I got some heating cable from Big Apple Herps and secured it to the bottom, leaving an end free. The Lexan let me drill a small hole right in a side to let the thin cable slip through. Background heating- accomplished! Since the cables will also heat the water in the bottom of the habitat, humidity is mostly done as well. Most of the lighting will be the sunlight in the window. Check.





(link View across the habitat from the "Cork Corners" side)

A couple inches of cypress- making a big hill on the cool end and we are ready for decor. I parked a half-log hide in the cool end, propped up a piece of bark over the opening near the wall and buried the whole thing to make a biggish underground cool hide, and buried to potted plants to either side, and added pillow (frog) moss to the hillside. On the warm end is the ceramic heat emitter and a big chunk of cork bark that was originally going to be some wall decoration.





(link "Fern Hill" side- you can see the tunnel opening.)

Sink a big water dish in about the middle, add torts and hermit crabs, and everyone is happy.

I need more plants (I'm planning an internal sight-barrier out of some plants) and a new feeding tile, but I am really happy with it so far. The hermit crabs are in the 'cool hide', and one of the torts is watching me type from a corner of the habitat. So far no one seems stressed by the lack of a visual barrier. I also need to rethink the CHE mount- I was going to screw a bracket to the wood end originally. Oh, and I am getting some cheap acrylic panels for a lid this paycheck as well for the winter.

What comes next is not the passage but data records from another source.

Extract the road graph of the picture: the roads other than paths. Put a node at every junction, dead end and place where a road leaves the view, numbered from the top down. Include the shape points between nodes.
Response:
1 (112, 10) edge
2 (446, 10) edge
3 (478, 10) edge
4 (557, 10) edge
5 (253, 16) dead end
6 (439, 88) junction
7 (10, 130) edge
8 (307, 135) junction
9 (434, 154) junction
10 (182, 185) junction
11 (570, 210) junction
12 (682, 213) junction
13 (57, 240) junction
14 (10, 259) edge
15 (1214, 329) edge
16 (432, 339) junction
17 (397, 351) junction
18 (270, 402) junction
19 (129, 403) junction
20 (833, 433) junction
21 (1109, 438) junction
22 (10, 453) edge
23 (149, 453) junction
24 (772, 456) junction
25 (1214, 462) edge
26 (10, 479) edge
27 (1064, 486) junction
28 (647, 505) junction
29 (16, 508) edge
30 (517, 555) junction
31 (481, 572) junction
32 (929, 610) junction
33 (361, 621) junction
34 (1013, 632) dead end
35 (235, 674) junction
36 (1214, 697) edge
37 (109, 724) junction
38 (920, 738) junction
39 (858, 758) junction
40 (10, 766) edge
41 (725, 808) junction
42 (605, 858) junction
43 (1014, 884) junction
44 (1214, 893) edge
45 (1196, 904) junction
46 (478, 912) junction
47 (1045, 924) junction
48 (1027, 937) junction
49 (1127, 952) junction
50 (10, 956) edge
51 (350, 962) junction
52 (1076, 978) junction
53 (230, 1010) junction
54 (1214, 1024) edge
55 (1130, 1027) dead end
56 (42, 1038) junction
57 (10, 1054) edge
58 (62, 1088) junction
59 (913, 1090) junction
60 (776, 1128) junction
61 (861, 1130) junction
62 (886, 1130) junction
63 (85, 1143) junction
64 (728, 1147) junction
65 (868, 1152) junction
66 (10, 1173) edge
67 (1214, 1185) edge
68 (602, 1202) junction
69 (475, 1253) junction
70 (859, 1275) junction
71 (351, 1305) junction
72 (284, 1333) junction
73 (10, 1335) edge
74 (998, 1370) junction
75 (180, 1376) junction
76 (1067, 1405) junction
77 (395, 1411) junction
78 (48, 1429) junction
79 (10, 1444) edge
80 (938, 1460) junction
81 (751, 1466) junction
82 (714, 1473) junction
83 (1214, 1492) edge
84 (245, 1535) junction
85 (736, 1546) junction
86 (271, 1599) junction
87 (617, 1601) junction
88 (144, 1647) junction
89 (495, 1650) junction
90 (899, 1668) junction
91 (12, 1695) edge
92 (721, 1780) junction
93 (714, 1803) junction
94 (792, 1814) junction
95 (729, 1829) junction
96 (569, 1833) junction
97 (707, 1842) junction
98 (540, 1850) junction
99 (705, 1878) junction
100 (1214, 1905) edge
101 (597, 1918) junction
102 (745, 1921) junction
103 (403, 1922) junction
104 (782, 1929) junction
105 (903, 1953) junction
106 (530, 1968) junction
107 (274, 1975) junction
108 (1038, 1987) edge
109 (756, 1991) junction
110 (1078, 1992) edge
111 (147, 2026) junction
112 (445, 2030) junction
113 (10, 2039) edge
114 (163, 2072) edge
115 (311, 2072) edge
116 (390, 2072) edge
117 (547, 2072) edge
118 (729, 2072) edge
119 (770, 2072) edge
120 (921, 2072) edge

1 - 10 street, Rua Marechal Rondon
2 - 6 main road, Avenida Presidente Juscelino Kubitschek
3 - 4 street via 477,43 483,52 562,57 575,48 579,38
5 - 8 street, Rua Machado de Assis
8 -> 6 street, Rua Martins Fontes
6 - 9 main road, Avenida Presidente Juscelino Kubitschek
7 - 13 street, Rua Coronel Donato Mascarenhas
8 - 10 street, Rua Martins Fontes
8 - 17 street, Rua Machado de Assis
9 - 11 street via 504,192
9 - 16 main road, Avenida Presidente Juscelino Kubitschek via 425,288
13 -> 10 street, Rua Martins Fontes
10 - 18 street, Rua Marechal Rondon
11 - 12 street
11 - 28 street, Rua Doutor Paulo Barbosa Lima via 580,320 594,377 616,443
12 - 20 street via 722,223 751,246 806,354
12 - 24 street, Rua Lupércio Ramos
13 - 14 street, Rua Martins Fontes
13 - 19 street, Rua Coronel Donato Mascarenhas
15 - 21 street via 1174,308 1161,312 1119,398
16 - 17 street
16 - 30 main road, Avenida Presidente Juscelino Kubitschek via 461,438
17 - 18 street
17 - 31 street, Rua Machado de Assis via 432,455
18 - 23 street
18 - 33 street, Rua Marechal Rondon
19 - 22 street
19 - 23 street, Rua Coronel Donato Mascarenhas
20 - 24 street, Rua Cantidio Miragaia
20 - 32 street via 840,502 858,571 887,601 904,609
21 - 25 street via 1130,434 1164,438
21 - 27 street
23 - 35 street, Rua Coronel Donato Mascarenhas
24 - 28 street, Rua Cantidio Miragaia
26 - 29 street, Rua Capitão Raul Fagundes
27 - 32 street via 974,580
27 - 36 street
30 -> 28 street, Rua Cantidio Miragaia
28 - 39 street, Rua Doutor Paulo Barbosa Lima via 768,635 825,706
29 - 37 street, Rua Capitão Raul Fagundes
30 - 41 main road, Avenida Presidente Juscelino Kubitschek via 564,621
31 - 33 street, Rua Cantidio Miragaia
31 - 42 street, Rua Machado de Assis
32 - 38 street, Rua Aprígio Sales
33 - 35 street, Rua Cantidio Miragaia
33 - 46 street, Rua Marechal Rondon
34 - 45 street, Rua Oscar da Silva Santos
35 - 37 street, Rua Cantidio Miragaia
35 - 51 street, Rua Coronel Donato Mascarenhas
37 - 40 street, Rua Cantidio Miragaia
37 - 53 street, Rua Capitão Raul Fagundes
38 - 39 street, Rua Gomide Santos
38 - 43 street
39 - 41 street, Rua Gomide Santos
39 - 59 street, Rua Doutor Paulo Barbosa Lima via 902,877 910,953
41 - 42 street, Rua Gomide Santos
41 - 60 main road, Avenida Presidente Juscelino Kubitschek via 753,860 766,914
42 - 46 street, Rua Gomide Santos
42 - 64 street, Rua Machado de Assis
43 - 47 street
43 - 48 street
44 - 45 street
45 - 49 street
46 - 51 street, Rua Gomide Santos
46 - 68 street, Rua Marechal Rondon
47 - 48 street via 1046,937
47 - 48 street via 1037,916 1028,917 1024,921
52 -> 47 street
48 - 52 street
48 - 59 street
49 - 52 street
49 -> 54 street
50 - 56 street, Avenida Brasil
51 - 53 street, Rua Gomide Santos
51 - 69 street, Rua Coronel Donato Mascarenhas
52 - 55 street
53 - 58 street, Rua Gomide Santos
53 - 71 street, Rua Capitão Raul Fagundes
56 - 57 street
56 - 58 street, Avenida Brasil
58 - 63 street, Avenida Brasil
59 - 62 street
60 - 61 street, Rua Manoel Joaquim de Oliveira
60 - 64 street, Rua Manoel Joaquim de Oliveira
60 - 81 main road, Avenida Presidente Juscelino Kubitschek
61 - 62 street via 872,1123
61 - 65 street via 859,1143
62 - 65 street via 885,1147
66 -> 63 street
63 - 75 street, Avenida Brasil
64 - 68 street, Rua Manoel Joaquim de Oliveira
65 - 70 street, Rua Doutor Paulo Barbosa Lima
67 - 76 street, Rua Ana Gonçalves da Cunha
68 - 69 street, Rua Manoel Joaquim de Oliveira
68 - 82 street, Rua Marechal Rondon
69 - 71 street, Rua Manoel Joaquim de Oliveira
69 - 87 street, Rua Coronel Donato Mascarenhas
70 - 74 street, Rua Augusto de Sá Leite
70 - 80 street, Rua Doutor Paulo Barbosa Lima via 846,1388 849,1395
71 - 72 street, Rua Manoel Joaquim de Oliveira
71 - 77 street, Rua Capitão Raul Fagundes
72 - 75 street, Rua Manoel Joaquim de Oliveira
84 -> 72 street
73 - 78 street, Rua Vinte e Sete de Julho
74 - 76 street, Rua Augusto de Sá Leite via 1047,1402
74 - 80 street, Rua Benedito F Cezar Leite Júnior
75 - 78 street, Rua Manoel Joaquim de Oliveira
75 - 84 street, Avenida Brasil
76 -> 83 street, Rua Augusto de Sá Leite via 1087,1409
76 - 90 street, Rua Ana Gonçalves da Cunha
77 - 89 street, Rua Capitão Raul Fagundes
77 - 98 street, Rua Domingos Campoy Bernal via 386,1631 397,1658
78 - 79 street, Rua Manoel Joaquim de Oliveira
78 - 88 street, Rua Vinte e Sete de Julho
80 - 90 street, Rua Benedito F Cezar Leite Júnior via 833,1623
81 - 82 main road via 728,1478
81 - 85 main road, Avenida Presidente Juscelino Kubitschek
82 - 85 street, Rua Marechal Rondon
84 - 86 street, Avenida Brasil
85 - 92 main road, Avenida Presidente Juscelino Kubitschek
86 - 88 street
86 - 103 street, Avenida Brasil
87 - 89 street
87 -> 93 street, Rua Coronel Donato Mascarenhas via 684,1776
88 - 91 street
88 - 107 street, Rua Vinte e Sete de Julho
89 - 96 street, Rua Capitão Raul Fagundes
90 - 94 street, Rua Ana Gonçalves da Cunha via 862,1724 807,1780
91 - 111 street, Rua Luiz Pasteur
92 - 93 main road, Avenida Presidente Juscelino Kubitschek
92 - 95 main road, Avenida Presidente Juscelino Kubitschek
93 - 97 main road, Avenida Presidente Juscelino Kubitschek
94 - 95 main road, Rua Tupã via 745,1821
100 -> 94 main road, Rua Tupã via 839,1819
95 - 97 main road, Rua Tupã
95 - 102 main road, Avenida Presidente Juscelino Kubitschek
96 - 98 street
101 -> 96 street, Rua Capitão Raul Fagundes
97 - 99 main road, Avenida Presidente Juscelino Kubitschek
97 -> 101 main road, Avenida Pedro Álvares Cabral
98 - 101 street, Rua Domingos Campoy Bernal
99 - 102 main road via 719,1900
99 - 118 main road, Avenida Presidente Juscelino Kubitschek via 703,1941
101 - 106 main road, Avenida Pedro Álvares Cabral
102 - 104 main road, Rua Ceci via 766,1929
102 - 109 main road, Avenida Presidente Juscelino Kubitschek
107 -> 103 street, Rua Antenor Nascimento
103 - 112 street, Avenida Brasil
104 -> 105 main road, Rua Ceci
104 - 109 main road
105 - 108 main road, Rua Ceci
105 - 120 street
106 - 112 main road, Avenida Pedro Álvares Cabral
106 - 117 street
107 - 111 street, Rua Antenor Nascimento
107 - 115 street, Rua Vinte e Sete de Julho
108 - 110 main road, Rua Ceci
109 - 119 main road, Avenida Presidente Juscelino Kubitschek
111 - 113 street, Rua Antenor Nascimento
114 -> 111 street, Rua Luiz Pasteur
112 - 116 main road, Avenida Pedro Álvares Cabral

LOL! Two of the hermit crabs just 'erupted' out of the mulch over the cool hide. How weird!


----------



## PeanutbuttER (Aug 31, 2010)

The images aren't showing up for me


----------



## Madkins007 (Aug 31, 2010)

PeanutbuttER said:


> The images aren't showing up for me



Yeah, me neither. I added some direct links while I see what I did wrong.


----------



## Tropical Torts (Aug 31, 2010)

No pictures


----------



## Terry Allan Hall (Aug 31, 2010)

What happens when the torts figure out how tasty those hermit crabs are...or was that part of the plan?


----------



## tortoisenerd (Aug 31, 2010)

Very cool!


----------



## Madkins007 (Aug 31, 2010)

Terry Allan Hall said:


> What happens when the torts figure out how tasty those hermit crabs are...or was that part of the plan?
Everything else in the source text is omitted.